## [Directions for this task]
Search the records for lines with the word "edges" and copy each match.

## [Exercise materials]
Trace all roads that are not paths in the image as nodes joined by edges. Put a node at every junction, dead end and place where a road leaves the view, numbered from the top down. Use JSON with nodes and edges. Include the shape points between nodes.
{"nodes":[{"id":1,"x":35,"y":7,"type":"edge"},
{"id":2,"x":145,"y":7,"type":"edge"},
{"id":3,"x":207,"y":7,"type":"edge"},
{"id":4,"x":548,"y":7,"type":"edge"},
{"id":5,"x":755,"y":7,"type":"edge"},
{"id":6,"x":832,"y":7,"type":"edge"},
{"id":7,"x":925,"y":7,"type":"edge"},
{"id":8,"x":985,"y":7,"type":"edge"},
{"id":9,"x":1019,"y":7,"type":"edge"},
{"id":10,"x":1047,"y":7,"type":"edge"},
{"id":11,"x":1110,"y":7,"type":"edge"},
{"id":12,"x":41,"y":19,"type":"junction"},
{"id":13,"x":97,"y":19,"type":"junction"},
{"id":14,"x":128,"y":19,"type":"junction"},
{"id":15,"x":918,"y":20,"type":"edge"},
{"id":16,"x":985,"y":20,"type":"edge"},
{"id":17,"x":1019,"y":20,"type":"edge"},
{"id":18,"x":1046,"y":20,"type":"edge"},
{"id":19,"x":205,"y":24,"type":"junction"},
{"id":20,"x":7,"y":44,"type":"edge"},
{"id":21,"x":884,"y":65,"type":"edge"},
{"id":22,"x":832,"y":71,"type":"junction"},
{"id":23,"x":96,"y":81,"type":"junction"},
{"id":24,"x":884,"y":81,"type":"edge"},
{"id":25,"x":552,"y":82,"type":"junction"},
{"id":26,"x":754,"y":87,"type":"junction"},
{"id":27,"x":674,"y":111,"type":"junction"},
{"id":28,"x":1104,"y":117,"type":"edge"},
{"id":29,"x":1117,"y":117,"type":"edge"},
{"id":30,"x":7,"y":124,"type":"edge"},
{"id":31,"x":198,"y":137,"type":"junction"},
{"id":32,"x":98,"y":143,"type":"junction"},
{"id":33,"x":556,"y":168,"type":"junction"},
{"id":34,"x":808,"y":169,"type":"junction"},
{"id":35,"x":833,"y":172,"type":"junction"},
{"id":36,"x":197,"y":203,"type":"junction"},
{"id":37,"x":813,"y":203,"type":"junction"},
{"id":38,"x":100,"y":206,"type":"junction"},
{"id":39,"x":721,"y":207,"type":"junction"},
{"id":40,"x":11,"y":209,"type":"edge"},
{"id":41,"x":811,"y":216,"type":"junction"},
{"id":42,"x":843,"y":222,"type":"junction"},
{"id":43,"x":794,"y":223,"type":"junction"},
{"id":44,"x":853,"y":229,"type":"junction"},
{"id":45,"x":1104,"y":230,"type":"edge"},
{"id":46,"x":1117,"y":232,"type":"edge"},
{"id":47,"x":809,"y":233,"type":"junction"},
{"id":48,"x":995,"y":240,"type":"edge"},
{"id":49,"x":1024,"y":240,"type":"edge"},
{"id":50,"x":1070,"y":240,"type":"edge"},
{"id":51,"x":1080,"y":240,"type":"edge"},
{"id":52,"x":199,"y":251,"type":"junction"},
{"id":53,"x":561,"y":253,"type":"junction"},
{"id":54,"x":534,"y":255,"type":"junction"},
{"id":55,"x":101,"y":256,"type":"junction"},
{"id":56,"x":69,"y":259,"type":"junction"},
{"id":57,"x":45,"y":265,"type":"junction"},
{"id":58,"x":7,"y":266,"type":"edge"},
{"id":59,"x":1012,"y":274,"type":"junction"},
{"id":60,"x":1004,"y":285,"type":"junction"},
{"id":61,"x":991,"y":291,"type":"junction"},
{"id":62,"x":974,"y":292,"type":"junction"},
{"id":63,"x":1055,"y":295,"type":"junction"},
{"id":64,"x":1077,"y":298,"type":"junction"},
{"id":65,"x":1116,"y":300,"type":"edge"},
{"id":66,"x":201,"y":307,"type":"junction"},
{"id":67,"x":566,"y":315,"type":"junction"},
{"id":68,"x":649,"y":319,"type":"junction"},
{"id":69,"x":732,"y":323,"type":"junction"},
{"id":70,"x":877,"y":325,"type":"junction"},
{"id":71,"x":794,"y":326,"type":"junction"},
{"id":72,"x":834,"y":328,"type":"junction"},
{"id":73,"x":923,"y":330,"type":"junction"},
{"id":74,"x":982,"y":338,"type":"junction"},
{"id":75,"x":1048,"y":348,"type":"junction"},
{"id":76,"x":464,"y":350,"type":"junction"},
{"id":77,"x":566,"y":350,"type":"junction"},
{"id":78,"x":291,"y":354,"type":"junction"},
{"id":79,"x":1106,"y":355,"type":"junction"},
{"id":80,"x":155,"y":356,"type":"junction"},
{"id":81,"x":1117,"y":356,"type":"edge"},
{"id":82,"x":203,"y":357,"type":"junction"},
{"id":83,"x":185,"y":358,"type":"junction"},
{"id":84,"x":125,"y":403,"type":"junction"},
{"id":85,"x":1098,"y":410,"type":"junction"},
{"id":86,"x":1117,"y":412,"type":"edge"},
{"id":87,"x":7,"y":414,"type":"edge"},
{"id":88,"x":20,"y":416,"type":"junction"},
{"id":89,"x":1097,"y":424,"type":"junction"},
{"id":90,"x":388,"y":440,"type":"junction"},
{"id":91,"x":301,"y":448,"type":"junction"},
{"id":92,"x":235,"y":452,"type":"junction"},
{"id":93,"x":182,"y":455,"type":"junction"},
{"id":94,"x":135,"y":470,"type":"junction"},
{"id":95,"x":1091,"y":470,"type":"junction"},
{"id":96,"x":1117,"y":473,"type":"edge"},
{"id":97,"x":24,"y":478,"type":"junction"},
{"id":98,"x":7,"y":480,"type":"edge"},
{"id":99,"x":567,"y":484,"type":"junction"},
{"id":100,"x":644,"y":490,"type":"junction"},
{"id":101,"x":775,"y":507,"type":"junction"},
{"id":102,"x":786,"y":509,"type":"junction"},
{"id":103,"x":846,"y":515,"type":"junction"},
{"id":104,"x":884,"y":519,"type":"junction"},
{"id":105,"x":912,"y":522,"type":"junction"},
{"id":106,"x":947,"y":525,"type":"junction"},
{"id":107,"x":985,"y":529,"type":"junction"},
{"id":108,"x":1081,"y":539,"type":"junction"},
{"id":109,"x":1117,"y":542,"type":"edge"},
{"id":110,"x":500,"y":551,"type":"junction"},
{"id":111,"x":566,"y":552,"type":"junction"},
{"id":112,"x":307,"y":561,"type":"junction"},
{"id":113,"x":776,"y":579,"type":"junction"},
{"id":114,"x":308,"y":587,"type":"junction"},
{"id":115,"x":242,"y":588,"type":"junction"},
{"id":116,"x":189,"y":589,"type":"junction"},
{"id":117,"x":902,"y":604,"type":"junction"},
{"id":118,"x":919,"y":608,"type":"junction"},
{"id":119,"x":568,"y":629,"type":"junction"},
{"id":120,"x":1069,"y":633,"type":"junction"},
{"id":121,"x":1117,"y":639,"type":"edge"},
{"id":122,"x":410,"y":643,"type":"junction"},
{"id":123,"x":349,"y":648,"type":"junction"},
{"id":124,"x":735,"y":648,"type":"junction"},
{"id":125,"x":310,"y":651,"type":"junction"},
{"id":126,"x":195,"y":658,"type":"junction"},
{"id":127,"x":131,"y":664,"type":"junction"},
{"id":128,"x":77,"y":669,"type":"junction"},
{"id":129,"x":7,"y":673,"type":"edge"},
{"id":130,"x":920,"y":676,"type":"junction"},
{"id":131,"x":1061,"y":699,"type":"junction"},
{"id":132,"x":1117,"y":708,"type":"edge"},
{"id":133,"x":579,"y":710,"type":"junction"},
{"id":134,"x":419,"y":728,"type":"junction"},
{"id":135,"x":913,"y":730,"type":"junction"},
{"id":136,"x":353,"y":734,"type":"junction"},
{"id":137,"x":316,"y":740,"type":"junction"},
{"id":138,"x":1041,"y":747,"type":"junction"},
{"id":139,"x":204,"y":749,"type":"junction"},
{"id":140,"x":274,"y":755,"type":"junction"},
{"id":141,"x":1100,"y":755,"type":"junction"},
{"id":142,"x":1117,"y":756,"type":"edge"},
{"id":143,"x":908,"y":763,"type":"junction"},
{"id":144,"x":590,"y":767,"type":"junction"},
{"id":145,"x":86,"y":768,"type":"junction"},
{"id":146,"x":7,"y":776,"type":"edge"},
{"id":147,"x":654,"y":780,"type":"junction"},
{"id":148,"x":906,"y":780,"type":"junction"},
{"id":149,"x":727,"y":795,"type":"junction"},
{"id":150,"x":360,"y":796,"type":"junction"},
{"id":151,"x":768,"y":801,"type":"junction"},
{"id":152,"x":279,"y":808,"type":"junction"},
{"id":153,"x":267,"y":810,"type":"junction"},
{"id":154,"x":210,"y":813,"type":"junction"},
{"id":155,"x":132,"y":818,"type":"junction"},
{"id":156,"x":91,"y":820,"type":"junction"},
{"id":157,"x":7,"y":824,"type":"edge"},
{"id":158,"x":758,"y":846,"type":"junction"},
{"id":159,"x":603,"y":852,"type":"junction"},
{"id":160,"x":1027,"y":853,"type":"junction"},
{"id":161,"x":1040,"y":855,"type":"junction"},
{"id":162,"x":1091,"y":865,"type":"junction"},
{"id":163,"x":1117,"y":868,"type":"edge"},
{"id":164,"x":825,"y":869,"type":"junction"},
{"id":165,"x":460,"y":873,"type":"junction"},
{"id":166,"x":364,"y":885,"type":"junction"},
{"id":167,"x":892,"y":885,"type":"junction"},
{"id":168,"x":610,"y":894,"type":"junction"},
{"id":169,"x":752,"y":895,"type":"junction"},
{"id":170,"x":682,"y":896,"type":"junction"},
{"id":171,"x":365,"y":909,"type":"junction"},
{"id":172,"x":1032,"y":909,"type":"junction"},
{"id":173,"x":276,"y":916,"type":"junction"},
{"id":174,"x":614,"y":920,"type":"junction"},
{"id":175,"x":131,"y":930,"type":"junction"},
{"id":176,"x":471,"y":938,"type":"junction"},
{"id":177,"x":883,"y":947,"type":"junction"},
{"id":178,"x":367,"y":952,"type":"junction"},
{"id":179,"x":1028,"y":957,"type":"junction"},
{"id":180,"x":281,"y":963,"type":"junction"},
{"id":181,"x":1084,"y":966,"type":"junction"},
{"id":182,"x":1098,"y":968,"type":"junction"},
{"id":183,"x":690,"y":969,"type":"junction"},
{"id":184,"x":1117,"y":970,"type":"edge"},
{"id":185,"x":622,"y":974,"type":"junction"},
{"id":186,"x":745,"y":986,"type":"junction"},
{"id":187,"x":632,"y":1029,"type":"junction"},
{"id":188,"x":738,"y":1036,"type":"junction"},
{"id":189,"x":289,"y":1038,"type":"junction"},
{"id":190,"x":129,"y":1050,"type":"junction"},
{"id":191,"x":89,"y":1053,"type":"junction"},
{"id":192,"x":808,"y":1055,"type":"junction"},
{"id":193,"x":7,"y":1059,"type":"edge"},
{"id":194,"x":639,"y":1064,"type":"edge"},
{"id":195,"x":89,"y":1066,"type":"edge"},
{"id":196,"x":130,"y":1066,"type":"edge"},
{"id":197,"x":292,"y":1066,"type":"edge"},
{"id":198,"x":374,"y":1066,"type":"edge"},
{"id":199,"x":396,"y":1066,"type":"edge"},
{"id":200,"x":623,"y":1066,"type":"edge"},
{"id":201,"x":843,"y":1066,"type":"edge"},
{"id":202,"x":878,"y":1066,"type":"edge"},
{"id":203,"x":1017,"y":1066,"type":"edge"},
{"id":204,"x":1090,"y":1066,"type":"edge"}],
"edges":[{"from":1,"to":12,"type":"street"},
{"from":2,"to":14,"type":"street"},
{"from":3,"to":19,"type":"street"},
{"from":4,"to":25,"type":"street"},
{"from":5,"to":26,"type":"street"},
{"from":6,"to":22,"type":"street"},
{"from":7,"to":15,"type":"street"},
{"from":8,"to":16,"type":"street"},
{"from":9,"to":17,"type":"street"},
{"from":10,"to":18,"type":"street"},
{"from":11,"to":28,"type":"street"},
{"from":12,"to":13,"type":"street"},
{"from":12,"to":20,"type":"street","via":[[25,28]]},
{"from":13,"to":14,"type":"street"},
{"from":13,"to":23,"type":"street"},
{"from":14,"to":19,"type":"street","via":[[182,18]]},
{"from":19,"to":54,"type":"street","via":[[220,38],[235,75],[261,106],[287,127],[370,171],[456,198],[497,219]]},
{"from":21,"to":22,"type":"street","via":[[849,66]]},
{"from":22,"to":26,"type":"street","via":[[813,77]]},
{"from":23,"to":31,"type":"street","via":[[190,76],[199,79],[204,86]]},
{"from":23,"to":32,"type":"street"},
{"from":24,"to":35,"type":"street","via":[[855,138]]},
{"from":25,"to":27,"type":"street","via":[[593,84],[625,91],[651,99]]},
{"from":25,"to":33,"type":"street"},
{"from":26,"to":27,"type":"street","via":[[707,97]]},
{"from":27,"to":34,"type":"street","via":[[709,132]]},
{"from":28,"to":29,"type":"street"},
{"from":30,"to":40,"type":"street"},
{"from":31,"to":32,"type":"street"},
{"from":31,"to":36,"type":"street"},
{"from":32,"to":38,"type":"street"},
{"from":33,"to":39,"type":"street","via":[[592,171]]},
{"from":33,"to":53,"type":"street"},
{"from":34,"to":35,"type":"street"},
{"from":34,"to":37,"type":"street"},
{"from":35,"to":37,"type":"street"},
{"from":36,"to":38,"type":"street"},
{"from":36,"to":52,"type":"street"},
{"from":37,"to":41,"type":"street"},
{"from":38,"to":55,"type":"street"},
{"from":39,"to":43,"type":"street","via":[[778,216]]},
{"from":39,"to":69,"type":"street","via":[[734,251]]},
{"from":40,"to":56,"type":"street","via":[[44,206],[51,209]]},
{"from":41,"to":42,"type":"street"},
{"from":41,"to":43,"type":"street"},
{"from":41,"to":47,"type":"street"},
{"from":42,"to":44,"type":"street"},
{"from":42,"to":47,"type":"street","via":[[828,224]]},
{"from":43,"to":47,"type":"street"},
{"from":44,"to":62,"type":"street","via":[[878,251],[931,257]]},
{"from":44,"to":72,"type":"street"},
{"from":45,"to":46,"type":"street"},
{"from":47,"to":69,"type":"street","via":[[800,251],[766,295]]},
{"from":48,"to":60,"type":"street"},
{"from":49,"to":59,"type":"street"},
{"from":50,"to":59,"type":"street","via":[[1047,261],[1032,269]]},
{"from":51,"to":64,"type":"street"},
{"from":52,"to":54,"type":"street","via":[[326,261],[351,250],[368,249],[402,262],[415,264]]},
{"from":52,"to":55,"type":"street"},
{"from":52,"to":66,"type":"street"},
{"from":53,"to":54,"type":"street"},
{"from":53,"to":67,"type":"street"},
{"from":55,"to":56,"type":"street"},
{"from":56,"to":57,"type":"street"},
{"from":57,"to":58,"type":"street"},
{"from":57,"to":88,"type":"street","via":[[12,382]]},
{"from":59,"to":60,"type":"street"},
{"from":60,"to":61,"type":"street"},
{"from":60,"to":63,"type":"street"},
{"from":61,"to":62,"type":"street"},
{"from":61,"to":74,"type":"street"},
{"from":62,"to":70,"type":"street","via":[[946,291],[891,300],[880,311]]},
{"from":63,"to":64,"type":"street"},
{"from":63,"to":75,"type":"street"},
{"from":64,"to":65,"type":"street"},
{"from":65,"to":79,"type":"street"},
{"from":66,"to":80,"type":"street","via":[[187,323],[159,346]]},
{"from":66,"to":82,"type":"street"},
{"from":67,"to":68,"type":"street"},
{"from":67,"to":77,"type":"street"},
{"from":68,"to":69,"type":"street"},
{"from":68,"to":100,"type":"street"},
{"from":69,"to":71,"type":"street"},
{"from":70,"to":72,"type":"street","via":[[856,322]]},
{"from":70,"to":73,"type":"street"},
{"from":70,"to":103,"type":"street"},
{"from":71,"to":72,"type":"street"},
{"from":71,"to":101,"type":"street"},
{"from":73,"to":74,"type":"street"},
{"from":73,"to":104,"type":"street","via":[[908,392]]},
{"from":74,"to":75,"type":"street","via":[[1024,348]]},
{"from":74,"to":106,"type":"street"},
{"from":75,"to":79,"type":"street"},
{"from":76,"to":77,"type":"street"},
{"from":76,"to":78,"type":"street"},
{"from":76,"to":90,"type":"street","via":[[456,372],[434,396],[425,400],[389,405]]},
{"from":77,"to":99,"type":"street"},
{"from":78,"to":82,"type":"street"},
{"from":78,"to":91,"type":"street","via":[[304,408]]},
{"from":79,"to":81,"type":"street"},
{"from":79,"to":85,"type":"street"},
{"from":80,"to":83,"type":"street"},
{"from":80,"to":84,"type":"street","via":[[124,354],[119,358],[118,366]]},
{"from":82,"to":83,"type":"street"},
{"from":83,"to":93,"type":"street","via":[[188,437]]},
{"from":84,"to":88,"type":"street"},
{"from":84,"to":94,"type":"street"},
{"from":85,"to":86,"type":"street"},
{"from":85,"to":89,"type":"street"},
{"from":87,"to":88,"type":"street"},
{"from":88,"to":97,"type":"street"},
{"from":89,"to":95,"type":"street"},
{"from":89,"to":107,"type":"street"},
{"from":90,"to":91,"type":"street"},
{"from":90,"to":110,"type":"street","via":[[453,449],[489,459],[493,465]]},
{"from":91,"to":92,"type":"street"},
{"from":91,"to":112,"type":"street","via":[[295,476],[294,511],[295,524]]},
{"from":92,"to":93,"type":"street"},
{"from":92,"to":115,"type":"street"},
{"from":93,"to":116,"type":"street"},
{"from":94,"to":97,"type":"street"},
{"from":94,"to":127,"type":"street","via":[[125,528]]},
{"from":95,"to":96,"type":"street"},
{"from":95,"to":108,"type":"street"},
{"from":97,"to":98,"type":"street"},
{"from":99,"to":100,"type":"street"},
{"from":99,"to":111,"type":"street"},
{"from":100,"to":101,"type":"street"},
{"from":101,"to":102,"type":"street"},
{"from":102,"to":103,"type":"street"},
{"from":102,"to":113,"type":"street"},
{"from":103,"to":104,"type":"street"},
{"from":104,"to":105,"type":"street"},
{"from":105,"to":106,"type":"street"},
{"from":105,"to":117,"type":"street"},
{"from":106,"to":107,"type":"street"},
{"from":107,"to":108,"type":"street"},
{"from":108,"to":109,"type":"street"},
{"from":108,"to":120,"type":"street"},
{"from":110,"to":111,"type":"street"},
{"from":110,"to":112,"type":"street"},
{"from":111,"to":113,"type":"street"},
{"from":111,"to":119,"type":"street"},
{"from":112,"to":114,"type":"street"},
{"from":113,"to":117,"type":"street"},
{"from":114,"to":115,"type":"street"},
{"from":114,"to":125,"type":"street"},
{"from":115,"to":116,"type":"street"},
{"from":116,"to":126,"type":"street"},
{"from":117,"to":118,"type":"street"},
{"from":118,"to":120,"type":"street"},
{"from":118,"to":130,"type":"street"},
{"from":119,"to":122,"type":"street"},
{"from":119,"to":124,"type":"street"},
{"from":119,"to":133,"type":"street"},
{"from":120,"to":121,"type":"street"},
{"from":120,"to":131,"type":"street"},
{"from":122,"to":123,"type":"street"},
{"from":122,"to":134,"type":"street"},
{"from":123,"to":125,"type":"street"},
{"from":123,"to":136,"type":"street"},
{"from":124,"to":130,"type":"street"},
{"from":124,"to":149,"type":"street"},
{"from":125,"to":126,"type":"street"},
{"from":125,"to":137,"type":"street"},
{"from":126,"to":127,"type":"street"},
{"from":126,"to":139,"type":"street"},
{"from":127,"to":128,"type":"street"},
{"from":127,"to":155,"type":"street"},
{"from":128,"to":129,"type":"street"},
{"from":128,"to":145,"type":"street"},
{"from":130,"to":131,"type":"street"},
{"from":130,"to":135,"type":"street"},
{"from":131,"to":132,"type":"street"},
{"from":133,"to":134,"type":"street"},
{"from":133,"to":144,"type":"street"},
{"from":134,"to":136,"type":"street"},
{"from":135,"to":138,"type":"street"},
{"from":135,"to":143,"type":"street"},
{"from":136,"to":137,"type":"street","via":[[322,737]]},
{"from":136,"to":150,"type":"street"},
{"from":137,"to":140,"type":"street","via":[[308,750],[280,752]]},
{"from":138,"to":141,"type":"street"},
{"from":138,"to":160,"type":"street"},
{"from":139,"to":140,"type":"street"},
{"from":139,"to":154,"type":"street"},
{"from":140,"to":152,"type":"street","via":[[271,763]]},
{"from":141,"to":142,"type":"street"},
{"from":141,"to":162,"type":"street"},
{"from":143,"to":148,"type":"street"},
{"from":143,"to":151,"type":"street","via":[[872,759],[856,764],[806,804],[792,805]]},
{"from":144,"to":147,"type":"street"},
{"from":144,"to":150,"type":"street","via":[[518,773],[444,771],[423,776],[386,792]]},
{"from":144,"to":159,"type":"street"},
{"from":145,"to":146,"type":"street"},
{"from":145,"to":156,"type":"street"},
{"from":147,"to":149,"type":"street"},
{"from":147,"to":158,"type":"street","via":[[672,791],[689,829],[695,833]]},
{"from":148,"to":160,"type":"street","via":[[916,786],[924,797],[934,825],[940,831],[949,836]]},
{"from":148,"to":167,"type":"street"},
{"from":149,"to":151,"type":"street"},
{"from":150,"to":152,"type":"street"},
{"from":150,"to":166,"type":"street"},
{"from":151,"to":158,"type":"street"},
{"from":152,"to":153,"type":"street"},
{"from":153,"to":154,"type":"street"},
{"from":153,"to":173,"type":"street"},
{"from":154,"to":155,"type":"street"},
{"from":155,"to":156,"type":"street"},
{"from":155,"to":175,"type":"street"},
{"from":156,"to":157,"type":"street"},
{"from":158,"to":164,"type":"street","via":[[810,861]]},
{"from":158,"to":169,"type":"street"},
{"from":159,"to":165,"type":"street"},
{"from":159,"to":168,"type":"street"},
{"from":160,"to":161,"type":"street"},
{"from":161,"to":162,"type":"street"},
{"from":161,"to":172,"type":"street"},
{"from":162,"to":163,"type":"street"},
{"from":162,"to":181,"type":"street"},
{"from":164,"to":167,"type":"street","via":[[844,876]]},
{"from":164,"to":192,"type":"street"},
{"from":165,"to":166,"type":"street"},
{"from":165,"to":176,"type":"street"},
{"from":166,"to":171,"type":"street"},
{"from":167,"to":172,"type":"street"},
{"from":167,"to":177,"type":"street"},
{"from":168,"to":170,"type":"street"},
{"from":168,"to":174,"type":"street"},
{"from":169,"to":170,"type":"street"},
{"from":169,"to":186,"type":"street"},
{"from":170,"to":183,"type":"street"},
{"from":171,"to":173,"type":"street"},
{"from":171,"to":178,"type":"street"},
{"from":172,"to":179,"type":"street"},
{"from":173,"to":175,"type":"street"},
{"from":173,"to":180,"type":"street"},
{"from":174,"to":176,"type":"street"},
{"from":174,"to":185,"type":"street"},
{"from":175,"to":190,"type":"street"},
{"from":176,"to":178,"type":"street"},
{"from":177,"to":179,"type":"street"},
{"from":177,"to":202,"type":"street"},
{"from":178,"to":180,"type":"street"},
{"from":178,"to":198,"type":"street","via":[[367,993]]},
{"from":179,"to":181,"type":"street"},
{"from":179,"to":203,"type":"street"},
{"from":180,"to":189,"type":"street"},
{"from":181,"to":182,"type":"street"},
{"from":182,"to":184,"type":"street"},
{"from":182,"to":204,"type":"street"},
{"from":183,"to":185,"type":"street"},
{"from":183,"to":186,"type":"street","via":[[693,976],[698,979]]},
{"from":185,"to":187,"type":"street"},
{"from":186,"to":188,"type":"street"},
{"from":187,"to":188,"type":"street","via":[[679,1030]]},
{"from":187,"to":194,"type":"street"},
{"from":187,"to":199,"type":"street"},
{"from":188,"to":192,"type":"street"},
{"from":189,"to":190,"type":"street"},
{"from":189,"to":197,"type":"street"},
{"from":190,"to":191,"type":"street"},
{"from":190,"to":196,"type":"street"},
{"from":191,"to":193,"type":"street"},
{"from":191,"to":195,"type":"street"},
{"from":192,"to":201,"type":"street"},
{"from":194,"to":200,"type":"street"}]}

## [Response to the task]
Trace all roads that are not paths in the image as nodes joined by edges. Put a node at every junction, dead end and place where a road leaves the view, numbered from the top down. Use JSON with nodes and edges. Include the shape points between nodes.
"edges":[{"from":1,"to":12,"type":"street"},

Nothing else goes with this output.